The rules do tell you that. There's no set DC for the strength of his webs, instead that is determined by the active roll. Both result in a Target Number.

To me this smacks of not HAVING rules. If the answer is always yes then it doesn't matter what the rules say or how much information they give you...because you can do whatever you want.

That's not what "say yes" means. It means you work towards achieving what the player wants. It does not mean you can do whatever you want.

Without structure, we might as well be playing cops and robbers in our basement yelling out "I killed you with my super-duper-ultimate laser!" "Uh uh...I'm immune to lasers, you can't hurt me!"

I'd appreciate it if you'd withhold the condescending insulting tone here. I have weathered the gross inaccuracies and "my supers game is better than yours" without resorting to slamming your game of choice or insulting you.

They can. But often they don't.

For instance:

"I leap up into the air, attach my web to the ceiling and swing over, kicking the enemy in the face as I joke about him having a nice fall." I add(numbers will likely be wrong, don't have my book handy) 1d6 acrobatics, 1d10 web, 1d8 "mouthy", 1d8 solo, 1d8 super strength. I roll 1d6, 3d8, 1d10. I roll above the enemy's defense roll and I do damage.

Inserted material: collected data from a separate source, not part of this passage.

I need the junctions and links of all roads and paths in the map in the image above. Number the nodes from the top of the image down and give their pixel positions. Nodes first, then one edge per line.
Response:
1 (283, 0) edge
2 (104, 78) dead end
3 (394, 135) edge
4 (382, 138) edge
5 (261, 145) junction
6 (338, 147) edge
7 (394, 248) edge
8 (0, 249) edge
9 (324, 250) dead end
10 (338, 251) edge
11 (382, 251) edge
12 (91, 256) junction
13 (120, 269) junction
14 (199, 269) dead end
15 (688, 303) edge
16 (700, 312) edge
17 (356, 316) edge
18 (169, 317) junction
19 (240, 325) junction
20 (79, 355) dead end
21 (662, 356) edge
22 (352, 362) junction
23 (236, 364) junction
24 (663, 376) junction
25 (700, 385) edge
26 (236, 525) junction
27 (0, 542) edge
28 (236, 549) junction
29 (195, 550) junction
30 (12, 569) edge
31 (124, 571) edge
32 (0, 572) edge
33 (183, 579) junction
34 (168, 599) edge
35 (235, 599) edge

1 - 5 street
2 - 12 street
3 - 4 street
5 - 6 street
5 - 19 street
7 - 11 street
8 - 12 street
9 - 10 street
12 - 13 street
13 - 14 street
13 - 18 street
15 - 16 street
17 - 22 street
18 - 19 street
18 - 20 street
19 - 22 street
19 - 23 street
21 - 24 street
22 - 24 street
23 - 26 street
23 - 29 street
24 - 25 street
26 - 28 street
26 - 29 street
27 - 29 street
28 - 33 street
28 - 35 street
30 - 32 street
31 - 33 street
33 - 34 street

"I turn my webs into boxing gloves that I put around my hands, I slide under the enemies legs, doing a roll, I quickly turn around and punch him in the back while telling him not to get punch drunk." 1d6 acrobatics, 1d10 web, 1d8 "mouthy", 1d8 solo, 1d8 super strength. I roll 1d6, 3d8, 1d10. I roll above the enemy's defense roll and I do damage.

My decisions had 0 effect on the turn other than to provide a colour commentary on what I did.

Because YOU didn't do anything different! There are a plethora of tactics Spider-Man can take beyond that. Not just fluf description, but actual RULES that amount to more than "I swing my sword again."

Now, in a game like D&D, your DM would likely say that you can't describe something that isn't within your ability to do it. If you are attacking with your sword, you can't describe yourself as kicking since that's not the attack you are using. Kicking would do different damage and likely has a different bonus to hit. So you describe what your abilities say you can do.

I wouldn't have a problem with a D&D Fighter saying he kicked someone while sword-fighting. Watch fantasy movies and you will see this kind of action regularly. "Hits" aren't necessarily hits in D&D. "Damage" isn't necessarily actual physical damage. There's enough abstraction to allow for this IMO.

My problem with a system as abstract as MHRP is that its philosophy is "say yes" and "you can do anything you want" but the vast majority of the time that freedom isn't reflected in the mechanics at all.

Just because you are unable to recognize them doesn't mean they aren't there. Every time one of us has pointed them out you respond that either "Champions doesn't do it that way", "Sometimes you can" or "Claim #42 that they don't actually exist."

I don't know. I haven't found players who would use any unexpected tactics. Even given complete freedom to describe whatever they wanted with no rules at all, most of them would default to "I hit it". They want to play the game, not write stories. Half of them would write stupid stories if given the chance.

It's not about writing stories. It's about emulating the action in a comic book. If all Spider-Man did in the comics was "I attack" his titles would have ended decades ago. I understand that's not how everyone likes to play, but this fact does not make Champions somehow "better."